In diesem Wörtchen offenbart sich das ganze Elend der fehlenden Evidenz in der Kleintierimpferei.

Sollte es nicht wenigstens stutzig machen, dass es am deutschen (und europäischen) Markt Katzenschnupfenimpfstoffe mit einem Jahr und solche mit drei Jahren Nachimpfempfehlung gibt?

Ist es immunbiologisch plausibel, dass Produkte, die sich nicht grundsätzlich voneinander unterscheiden, so unterschiedlich lange schützen?
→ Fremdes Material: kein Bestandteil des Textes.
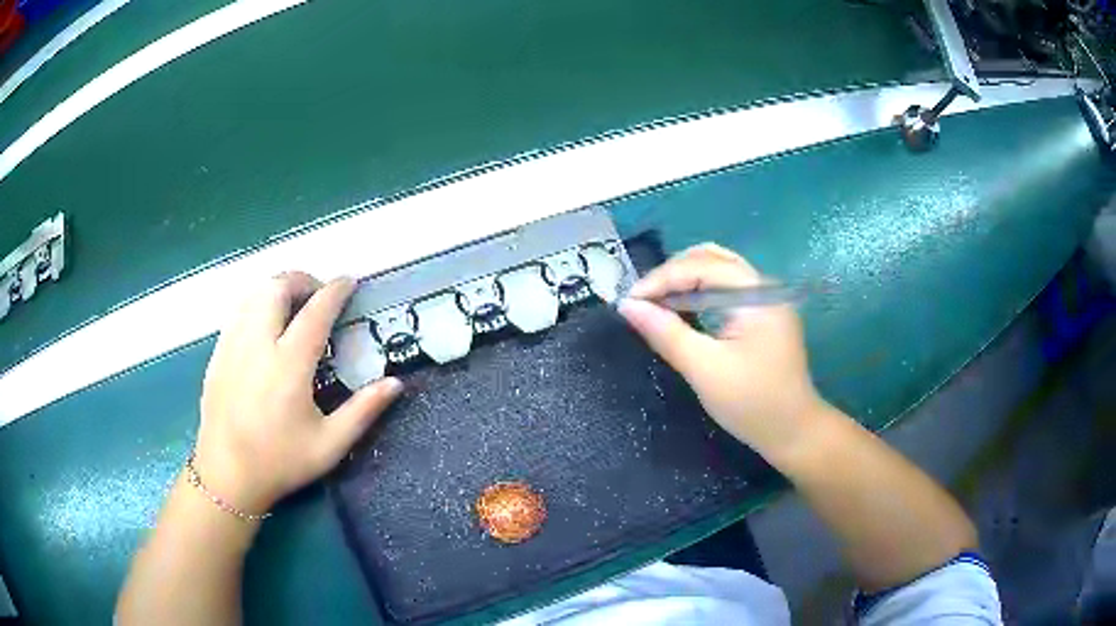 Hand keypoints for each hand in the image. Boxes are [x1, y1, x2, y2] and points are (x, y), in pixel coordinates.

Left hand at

Und wieso haben in den USA alle namhaften Hersteller von Katzenschnupfenimpfstoffen bereits um das Jahr 2000 herum in ihrer Werbung versichert, dass der Schutz drei Jahre hält?

(Dabei ist auch das mit den drei Jahren zweifelhaft, s. zum Beispiel hier.)

 

 

PS: In der Consensus-Version von 2015 gibt es, wie erwähnt, keine einzige wissenschaftliche Referenz zur neuen Grundimmunisierung und zur Sechs-Monats-Frist.  Aber bei der nächsten Version ihres „European Consensus Statement on Leptospirosis“ können sich die Herrschaften ja auf die deutschen Empfehlungen von 2018 berufen, dann haben sie an der Stelle wenigstens eine Fußnote. Pingpong mit Belegen, die gar keine sind – in der pharmanahen Medizin nicht selten.

PPS: Wie lange wird es noch dauern, bis sich auch die Stiko Vet dazu bequemt, mögliche Interessenkonflikte, also Pharma-Verflechtungen ihrer Mitglieder offenzulegen? Das ist in der Humanmedizin schon lange Usus. Es ändert natürlich nichts daran, dass Leute mit solchen Pharma-Beziehungen haufenweise in Leitlinien-Kommissionen sitzen; aber man hat es dann wenigstens schwarz auf weiß.